On ne peut pas dire que c'est un mauvais choix que de, éventuellement, nommer un homme qui est ministre depuis maintenant huit ans et qui occupe des fonctions éminentes de celles de ministre d'Etat.
Vous le soutenez ? Parce qu'au sein de l'UMP, il est très critiqué ?
Non, je ne le soutiens, ni je ne le soutiens pas. Ce n'est pas une fuite...
Très prudent, G. Tron !
Mais oui, mais c'est-à-dire qu'on nous demande, je n'en fais le reproche à personne, bien entendu, mais on nous demande d'exprimer une opinion sur une situation politique qu'un homme et un homme seul apprécie. Et cet homme seul, c'est le président de la République. On serait dans une situation où la gauche serait au pouvoir, je ferais le même type de remarque pour le choix d'un Premier ministre de gauche. On a, je le répète, un Premier ministre, qui pour ma part ne démérite, me semble-t-il, que des louanges, parce que je trouve qu'il fait remarquablement bien son travail de Premier ministre, ce qui est dur. J.-L. Borloo est ministre depuis huit ans, ça veut dire que depuis huit ans, on reconnaît ses qualités, il est arrivé au sommet, si j'ose dire, de la pyramide gouvernementale.
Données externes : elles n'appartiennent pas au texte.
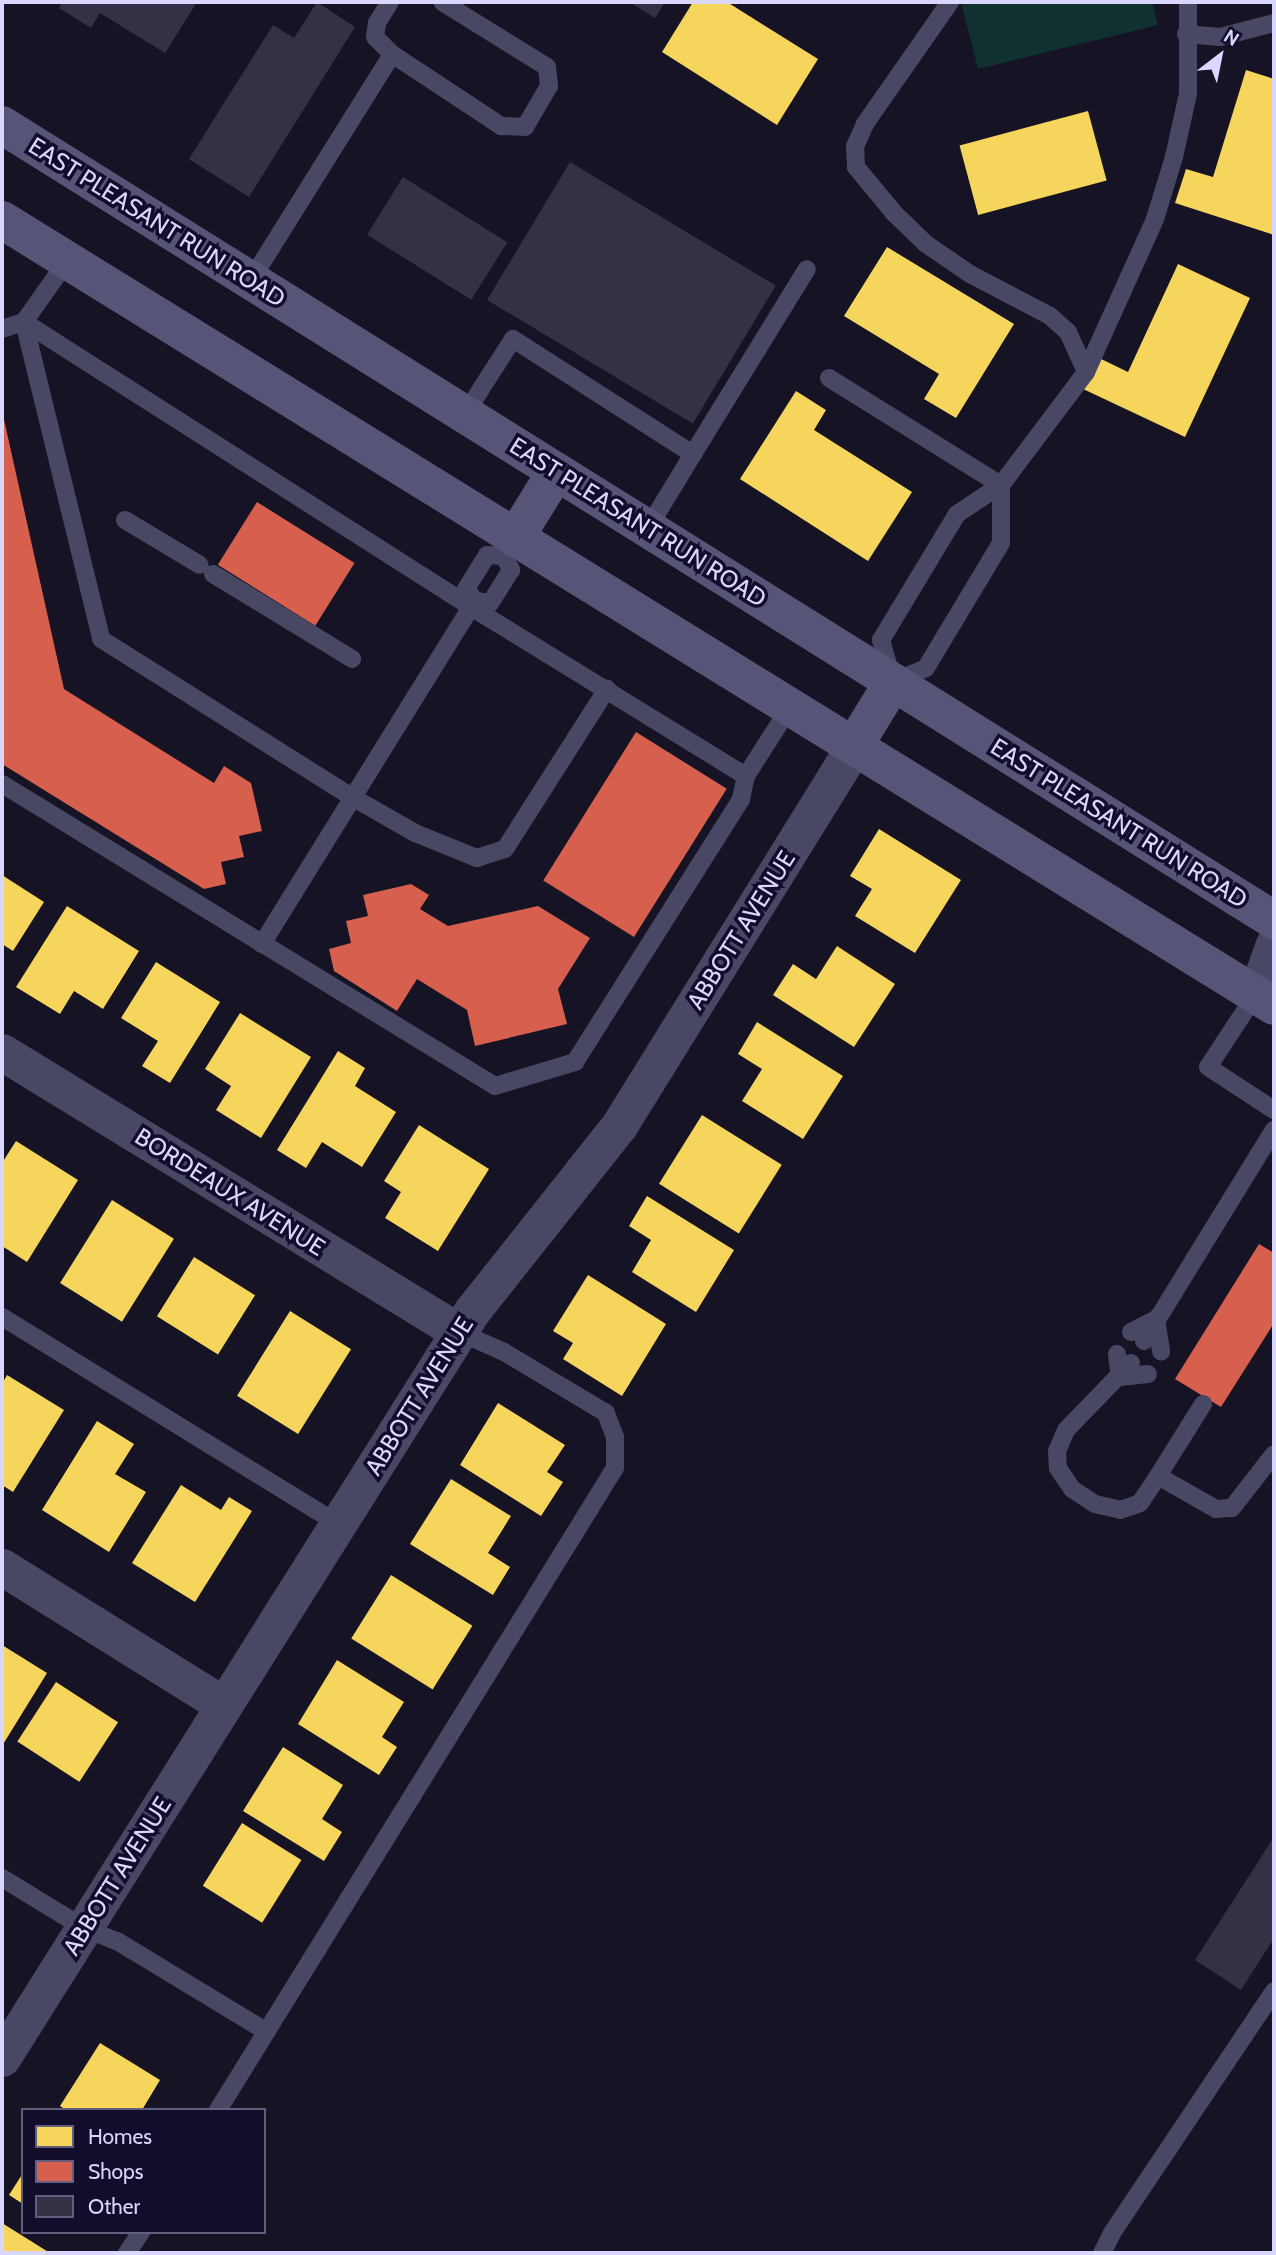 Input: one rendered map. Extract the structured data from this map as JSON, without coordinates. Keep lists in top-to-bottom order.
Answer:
{
  "streets": {
    "main road": ["EAST PLEASANT RUN ROAD"],
    "street": ["ABBOTT AVENUE", "BORDEAUX AVENUE"]
  },
  "crossings": [
    ["ABBOTT AVENUE", "BORDEAUX AVENUE"]
  ],
  "legend": ["Homes", "Shops", "Other"],
  "north": "top right"
}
Or le poste de Premier ministre, que le choix semble se porter, je dis bien « semble se porter », entre cette alternative...
...Vous n'allez pas nous livrer un scoop, ce matin, sur Radio Classique !
Mais non, et si j'avais un scoop d'ailleurs, je ne vous le livrerais pas parce que d'abord, ce ne serait plus un scoop, et deuxièmement ce serait tout à fait particulier que ce soit moi qui l'annonce.
J.-L. Borloo appelle à un grenelle de la fiscalité. Qu'est-ce que vous en pensez ?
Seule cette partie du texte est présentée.